* Exercise description
Could you copy the records below exactly, keeping none of the images?

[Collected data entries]
# # # # #

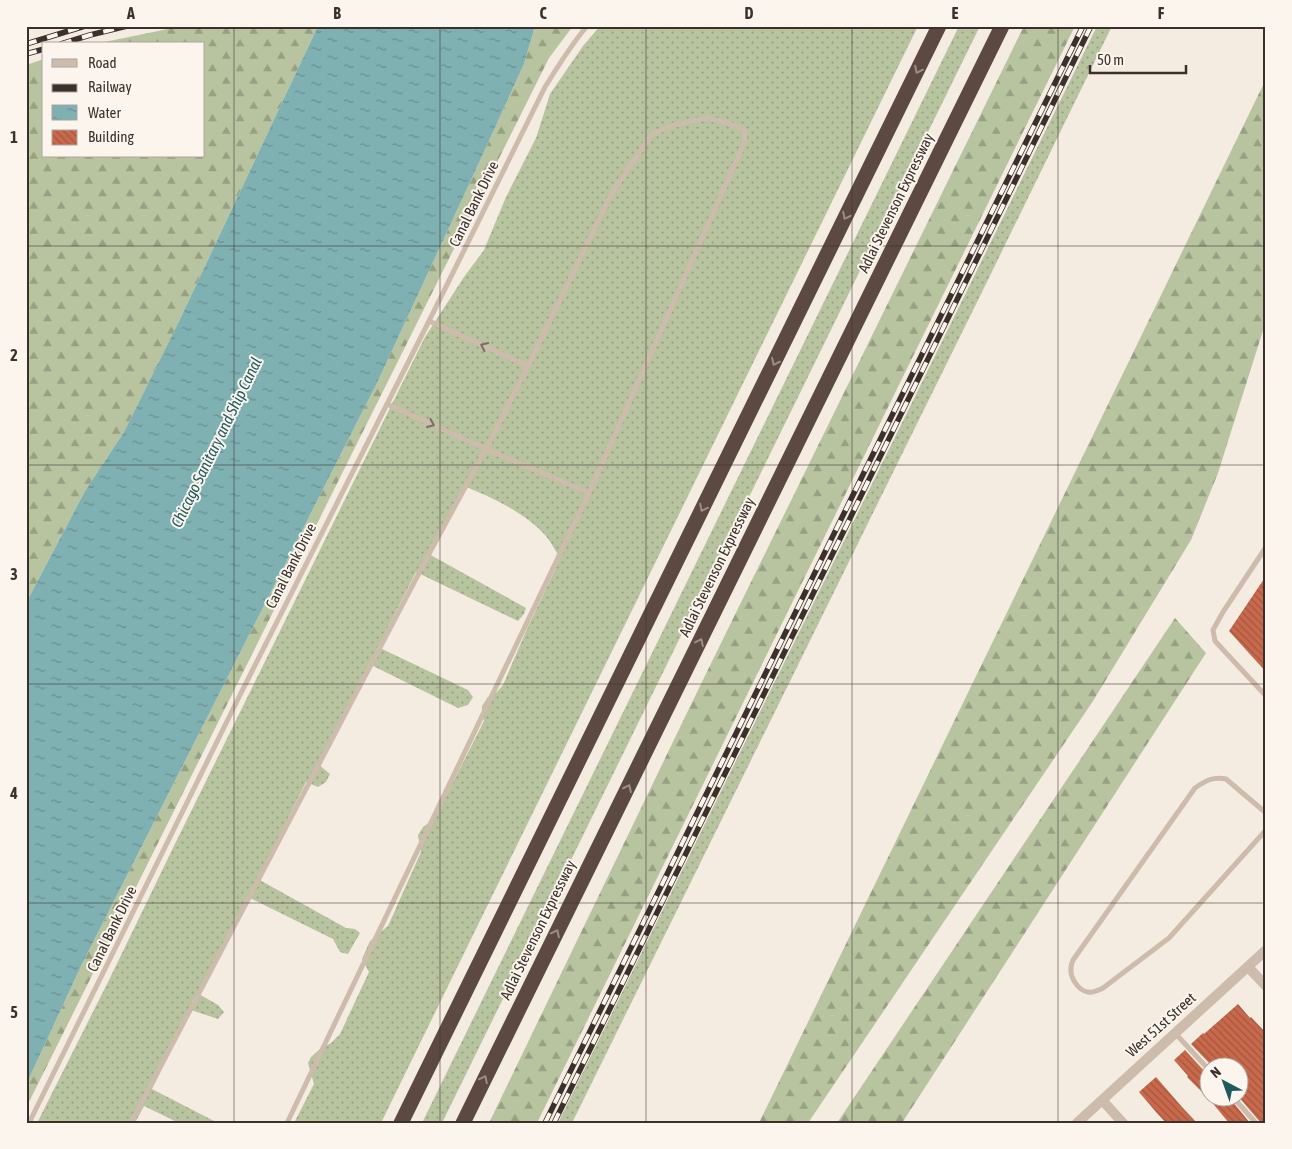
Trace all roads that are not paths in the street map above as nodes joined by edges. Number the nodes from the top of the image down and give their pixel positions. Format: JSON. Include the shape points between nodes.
{"nodes":[{"id":1,"x":587,"y":26,"type":"edge"},
{"id":2,"x":939,"y":26,"type":"edge"},
{"id":3,"x":1002,"y":26,"type":"edge"},
{"id":4,"x":429,"y":321,"type":"junction"},
{"id":5,"x":528,"y":366,"type":"junction"},
{"id":6,"x":386,"y":404,"type":"junction"},
{"id":7,"x":486,"y":450,"type":"junction"},
{"id":8,"x":589,"y":493,"type":"junction"},
{"id":9,"x":1266,"y":547,"type":"edge"},
{"id":10,"x":1266,"y":696,"type":"edge"},
{"id":11,"x":1266,"y":813,"type":"edge"},
{"id":12,"x":1266,"y":830,"type":"edge"},
{"id":13,"x":1266,"y":950,"type":"edge"},
{"id":14,"x":1248,"y":967,"type":"junction"},
{"id":15,"x":1266,"y":986,"type":"edge"},
{"id":16,"x":1175,"y":1033,"type":"junction"},
{"id":17,"x":1200,"y":1060,"type":"edge"},
{"id":18,"x":1102,"y":1100,"type":"junction"},
{"id":19,"x":1241,"y":1106,"type":"edge"},
{"id":20,"x":29,"y":1123,"type":"edge"},
{"id":21,"x":132,"y":1123,"type":"edge"},
{"id":22,"x":287,"y":1123,"type":"edge"},
{"id":23,"x":401,"y":1123,"type":"edge"},
{"id":24,"x":463,"y":1123,"type":"edge"},
{"id":25,"x":1077,"y":1123,"type":"edge"},
{"id":26,"x":1123,"y":1123,"type":"edge"},
{"id":27,"x":1256,"y":1123,"type":"edge"}],
"edges":[{"from":1,"to":4,"type":"lane","name":"Canal Bank Drive","via":[[545,87]]},
{"from":2,"to":23,"type":"highway","one_way":true},
{"from":24,"to":3,"type":"highway","name":"Adlai Stevenson Expressway","one_way":true},
{"from":5,"to":4,"type":"lane","one_way":true},
{"from":4,"to":6,"type":"lane","name":"Canal Bank Drive"},
{"from":5,"to":7,"type":"lane"},
{"from":5,"to":8,"type":"lane","via":[[612,190],[652,134],[674,125],[708,118],[744,130],[745,141]]},
{"from":6,"to":7,"type":"lane","one_way":true},
{"from":6,"to":20,"type":"lane","name":"Canal Bank Drive"},
{"from":7,"to":8,"type":"lane"},
{"from":7,"to":21,"type":"lane"},
{"from":8,"to":22,"type":"lane"},
{"from":9,"to":10,"type":"lane","via":[[1213,630],[1215,641]]},
{"from":11,"to":12,"type":"lane","via":[[1226,779],[1212,778],[1195,788],[1073,960],[1071,974],[1080,989],[1094,992],[1103,988],[1169,938]]},
{"from":13,"to":14,"type":"street","name":"West 51st Street"},
{"from":14,"to":15,"type":"street"},
{"from":14,"to":16,"type":"street","name":"West 51st Street"},
{"from":16,"to":17,"type":"lane"},
{"from":16,"to":18,"type":"street","name":"West 51st Street"},
{"from":18,"to":25,"type":"street","name":"West 51st Street"},
{"from":18,"to":26,"type":"street"},
{"from":19,"to":27,"type":"lane"}]}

# # # # #

* Answer to this task
Trace all roads that are not paths in the street map above as nodes joined by edges. Number the nodes from the top of the image down and give their pixel positions. Format: JSON. Include the shape points between nodes.
{"nodes":[{"id":1,"x":587,"y":26,"type":"edge"},
{"id":2,"x":939,"y":26,"type":"edge"},
{"id":3,"x":1002,"y":26,"type":"edge"},
{"id":4,"x":429,"y":321,"type":"junction"},
{"id":5,"x":528,"y":366,"type":"junction"},
{"id":6,"x":386,"y":404,"type":"junction"},
{"id":7,"x":486,"y":450,"type":"junction"},
{"id":8,"x":589,"y":493,"type":"junction"},
{"id":9,"x":1266,"y":547,"type":"edge"},
{"id":10,"x":1266,"y":696,"type":"edge"},
{"id":11,"x":1266,"y":813,"type":"edge"},
{"id":12,"x":1266,"y":830,"type":"edge"},
{"id":13,"x":1266,"y":950,"type":"edge"},
{"id":14,"x":1248,"y":967,"type":"junction"},
{"id":15,"x":1266,"y":986,"type":"edge"},
{"id":16,"x":1175,"y":1033,"type":"junction"},
{"id":17,"x":1200,"y":1060,"type":"edge"},
{"id":18,"x":1102,"y":1100,"type":"junction"},
{"id":19,"x":1241,"y":1106,"type":"edge"},
{"id":20,"x":29,"y":1123,"type":"edge"},
{"id":21,"x":132,"y":1123,"type":"edge"},
{"id":22,"x":287,"y":1123,"type":"edge"},
{"id":23,"x":401,"y":1123,"type":"edge"},
{"id":24,"x":463,"y":1123,"type":"edge"},
{"id":25,"x":1077,"y":1123,"type":"edge"},
{"id":26,"x":1123,"y":1123,"type":"edge"},
{"id":27,"x":1256,"y":1123,"type":"edge"}],
"edges":[{"from":1,"to":4,"type":"lane","name":"Canal Bank Drive","via":[[545,87]]},
{"from":2,"to":23,"type":"highway","one_way":true},
{"from":24,"to":3,"type":"highway","name":"Adlai Stevenson Expressway","one_way":true},
{"from":5,"to":4,"type":"lane","one_way":true},
{"from":4,"to":6,"type":"lane","name":"Canal Bank Drive"},
{"from":5,"to":7,"type":"lane"},
{"from":5,"to":8,"type":"lane","via":[[612,190],[652,134],[674,125],[708,118],[744,130],[745,141]]},
{"from":6,"to":7,"type":"lane","one_way":true},
{"from":6,"to":20,"type":"lane","name":"Canal Bank Drive"},
{"from":7,"to":8,"type":"lane"},
{"from":7,"to":21,"type":"lane"},
{"from":8,"to":22,"type":"lane"},
{"from":9,"to":10,"type":"lane","via":[[1213,630],[1215,641]]},
{"from":11,"to":12,"type":"lane","via":[[1226,779],[1212,778],[1195,788],[1073,960],[1071,974],[1080,989],[1094,992],[1103,988],[1169,938]]},
{"from":13,"to":14,"type":"street","name":"West 51st Street"},
{"from":14,"to":15,"type":"street"},
{"from":14,"to":16,"type":"street","name":"West 51st Street"},
{"from":16,"to":17,"type":"lane"},
{"from":16,"to":18,"type":"street","name":"West 51st Street"},
{"from":18,"to":25,"type":"street","name":"West 51st Street"},
{"from":18,"to":26,"type":"street"},
{"from":19,"to":27,"type":"lane"}]}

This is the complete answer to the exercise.